# closed cold air airbox design



## vento 95 GL (May 25, 1999)

I was thinking of doing something like this for the rabbit instead of open air intake that sucks all the hot air. It would feed from the original air intake behind the grille.
















I would build it myself to save money using a paint can. paint it outside and in with rubberized paint for insulation and insulate the inside with some koolmat wrap. I would also use an ITG cone filter instead of K&N since ITG needs less maintenance.
To connect it to the throttle body i would use the intake tube from the beetle 2.5 modified. with all the parts should cost me around 100$ I think.
and if your lazy just buy the intake from modshack lol http://www.modshack.info/ 

_Modified by vento 95 GL at 10:36 AM 11-30-2007_


_Modified by vento 95 GL at 10:40 AM 11-30-2007_


----------



## david8814 (Aug 14, 2007)

Looks good... except that our throttle body has different placement than the r32. Our throttle is closer to the radiator, so if you are to make this work, the paint can will be facing sideways (towards the wheel well), and will not be recieving any air directly unless you make some sort of cold air extension that runs up from the lower vent below our headlight. Props to you though. Make it work.








Edit: I was working on a cold air extension to work with my Evo. That little project has put on the shelf until next season though... Yay s***y weather!


_Modified by david8814 at 9:52 AM 11-30-2007_


----------



## vento 95 GL (May 25, 1999)

*Re: (david8814)*


_Quote, originally posted by *david8814* »_Looks good... except that our throttle body has different placement than the r32. Our throttle is closer to the radiator, so if you are to make this work, the paint can will be facing sideways (towards the wheel well), and will not be recieving any air directly unless you make some sort of cold air extension that runs up from the lower vent below our headlight. Props to you though. Make it work.

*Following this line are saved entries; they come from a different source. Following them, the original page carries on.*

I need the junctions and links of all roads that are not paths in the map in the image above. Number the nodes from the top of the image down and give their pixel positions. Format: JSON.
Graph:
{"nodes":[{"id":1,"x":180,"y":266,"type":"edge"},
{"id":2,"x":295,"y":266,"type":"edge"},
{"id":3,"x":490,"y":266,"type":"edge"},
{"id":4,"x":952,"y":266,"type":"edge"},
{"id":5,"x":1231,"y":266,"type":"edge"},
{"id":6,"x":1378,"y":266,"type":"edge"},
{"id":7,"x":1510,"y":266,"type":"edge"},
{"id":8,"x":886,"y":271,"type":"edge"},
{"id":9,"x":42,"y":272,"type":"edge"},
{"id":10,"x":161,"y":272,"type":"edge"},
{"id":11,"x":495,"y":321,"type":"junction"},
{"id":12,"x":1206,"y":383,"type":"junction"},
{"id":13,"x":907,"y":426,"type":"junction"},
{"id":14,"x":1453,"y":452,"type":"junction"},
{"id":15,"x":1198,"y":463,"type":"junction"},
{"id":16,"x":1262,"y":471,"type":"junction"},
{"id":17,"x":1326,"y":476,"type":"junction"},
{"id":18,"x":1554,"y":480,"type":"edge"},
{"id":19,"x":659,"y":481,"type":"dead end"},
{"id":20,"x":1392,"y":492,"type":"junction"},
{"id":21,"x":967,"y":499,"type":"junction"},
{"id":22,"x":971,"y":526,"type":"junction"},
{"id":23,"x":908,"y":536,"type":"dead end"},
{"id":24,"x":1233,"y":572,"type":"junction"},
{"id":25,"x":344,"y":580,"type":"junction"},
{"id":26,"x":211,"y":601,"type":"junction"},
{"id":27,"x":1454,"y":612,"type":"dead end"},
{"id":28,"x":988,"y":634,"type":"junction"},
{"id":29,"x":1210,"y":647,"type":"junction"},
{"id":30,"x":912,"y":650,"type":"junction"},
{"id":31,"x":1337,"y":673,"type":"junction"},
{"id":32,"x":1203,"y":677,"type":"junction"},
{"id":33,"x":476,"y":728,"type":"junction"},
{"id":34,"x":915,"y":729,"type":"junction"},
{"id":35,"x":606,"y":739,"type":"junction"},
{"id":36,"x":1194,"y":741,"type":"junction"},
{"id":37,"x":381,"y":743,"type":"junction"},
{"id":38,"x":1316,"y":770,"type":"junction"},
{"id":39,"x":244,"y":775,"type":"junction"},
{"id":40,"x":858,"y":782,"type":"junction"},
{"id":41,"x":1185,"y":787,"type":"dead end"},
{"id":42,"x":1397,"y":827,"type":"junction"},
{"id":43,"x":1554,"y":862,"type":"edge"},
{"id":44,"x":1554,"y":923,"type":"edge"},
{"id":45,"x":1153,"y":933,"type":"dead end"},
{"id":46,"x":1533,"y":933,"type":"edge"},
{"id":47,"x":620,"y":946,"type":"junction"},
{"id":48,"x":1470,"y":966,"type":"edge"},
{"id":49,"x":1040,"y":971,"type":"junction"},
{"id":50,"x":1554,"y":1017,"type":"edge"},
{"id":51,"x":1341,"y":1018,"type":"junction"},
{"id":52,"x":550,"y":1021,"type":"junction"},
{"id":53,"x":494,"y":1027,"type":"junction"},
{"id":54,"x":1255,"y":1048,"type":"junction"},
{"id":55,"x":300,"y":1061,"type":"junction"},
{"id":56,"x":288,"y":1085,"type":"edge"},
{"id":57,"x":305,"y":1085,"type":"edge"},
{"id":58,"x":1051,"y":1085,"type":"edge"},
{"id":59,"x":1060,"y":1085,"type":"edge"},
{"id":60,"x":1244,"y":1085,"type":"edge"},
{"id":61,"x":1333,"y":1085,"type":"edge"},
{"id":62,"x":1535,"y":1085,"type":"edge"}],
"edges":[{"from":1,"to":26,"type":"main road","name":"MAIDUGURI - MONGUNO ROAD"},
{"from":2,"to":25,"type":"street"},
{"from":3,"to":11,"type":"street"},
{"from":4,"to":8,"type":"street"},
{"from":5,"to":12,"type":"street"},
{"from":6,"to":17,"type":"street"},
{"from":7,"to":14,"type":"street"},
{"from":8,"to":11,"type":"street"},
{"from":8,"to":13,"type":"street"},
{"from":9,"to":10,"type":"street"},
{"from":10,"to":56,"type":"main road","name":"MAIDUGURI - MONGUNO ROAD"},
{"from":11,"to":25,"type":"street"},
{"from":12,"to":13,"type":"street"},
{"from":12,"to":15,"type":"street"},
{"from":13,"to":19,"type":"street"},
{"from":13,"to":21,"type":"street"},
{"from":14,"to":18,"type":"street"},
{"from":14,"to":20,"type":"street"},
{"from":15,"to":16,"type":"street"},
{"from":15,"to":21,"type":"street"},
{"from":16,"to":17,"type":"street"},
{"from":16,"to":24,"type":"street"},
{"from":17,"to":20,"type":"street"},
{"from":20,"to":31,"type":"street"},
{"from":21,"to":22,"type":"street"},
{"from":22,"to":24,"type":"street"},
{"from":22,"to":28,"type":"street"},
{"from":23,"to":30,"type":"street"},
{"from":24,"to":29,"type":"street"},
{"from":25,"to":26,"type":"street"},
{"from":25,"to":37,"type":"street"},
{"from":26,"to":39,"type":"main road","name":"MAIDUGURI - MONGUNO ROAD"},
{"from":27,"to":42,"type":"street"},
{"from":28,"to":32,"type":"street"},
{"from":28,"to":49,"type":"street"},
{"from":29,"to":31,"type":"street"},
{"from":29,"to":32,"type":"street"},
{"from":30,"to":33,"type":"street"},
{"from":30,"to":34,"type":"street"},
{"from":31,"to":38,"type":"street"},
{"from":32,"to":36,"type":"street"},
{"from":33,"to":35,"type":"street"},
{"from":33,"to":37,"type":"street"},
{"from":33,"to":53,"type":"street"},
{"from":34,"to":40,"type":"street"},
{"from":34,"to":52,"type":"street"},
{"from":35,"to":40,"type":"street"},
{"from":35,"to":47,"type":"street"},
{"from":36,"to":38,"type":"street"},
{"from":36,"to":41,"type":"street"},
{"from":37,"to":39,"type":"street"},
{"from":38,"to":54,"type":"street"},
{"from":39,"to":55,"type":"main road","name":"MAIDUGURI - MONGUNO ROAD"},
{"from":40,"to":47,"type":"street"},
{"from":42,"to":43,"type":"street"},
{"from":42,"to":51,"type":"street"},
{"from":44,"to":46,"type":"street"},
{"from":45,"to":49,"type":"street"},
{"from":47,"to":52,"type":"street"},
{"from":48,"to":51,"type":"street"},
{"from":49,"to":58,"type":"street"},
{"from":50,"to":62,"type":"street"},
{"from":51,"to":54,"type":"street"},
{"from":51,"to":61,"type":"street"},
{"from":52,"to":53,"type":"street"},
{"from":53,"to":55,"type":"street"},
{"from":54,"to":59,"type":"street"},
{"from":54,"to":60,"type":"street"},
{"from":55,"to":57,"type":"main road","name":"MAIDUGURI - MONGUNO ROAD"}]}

_Modified by david8814 at 9:52 AM 11-30-2007_

yes man thats how i'm planning to put it. sideways near the battery with a bracket thats holds it in place so that it doesn't move.
with some ducting i will try to reuse the original scoop turning it the opposite way ( to the right) or else i'll use a custom one.
























something along that way


----------



## subwoffers (Oct 20, 2006)

*Re: closed cold air airbox design (vento 95 GL)*

http://****************.com/smile/emthup.gif http://****************.com/smile/emthup.gif http://****************.com/smile/emthup.gif 
Lets see it!


----------



## vento 95 GL (May 25, 1999)

*Re: closed cold air airbox design (subwoffers)*

also instead of using the space behind the grille we can also extend the ducting straight down to the bumper opening like this.


----------



## david8814 (Aug 14, 2007)

^^^ that's exactly what I'm doing with my car. Well, not *exactly* but in design... I'm not going to enclose my filter, however, I'm just venting air up towards my filter. 
I'd really like to see how this turns out.


----------



## vento 95 GL (May 25, 1999)

*Re: (david8814)*

well yeah , but I prefer closing it to isolate from the heat as much as possible and also take advantage of the positive pressure shown from the modshack's tests.


----------



## sagerabbit (Aug 14, 2007)

*Re: closed cold air airbox design (vento 95 GL)*

looks interesting. have to keep my options open... I like that the risk of hydroblock seems lessened. Could one of the SRI's, ie. evoair, be modded to use the canister and tubes?
http://****************.com/smile/emthup.gif


----------



## CA dub (Oct 27, 2007)

*Re: closed cold air airbox design (sagerabbit)*

That looks interesting. The chance of hydrolock should definitely be much lower with something like this. I would be interested to see how something like this performs when compared to some of the other intakes out right now.


----------



## vento 95 GL (May 25, 1999)

*Re: closed cold air airbox design (sagerabbit)*


_Quote, originally posted by *sagerabbit* »_looks interesting. have to keep my options open... I like that the risk of hydroblock seems lessened. Could one of the SRI's, ie. evoair, be modded to use the canister and tubes?
http://****************.com/smile/emthup.gif 

I'm sure you can make it work if you DIY. you already have all the fittings etc... so you just need to find a way to make it fit. 
if you want the best heat isolation a phenolic tube is the best. if you use a paint can make sure you isolate it well since alu heats up.


----------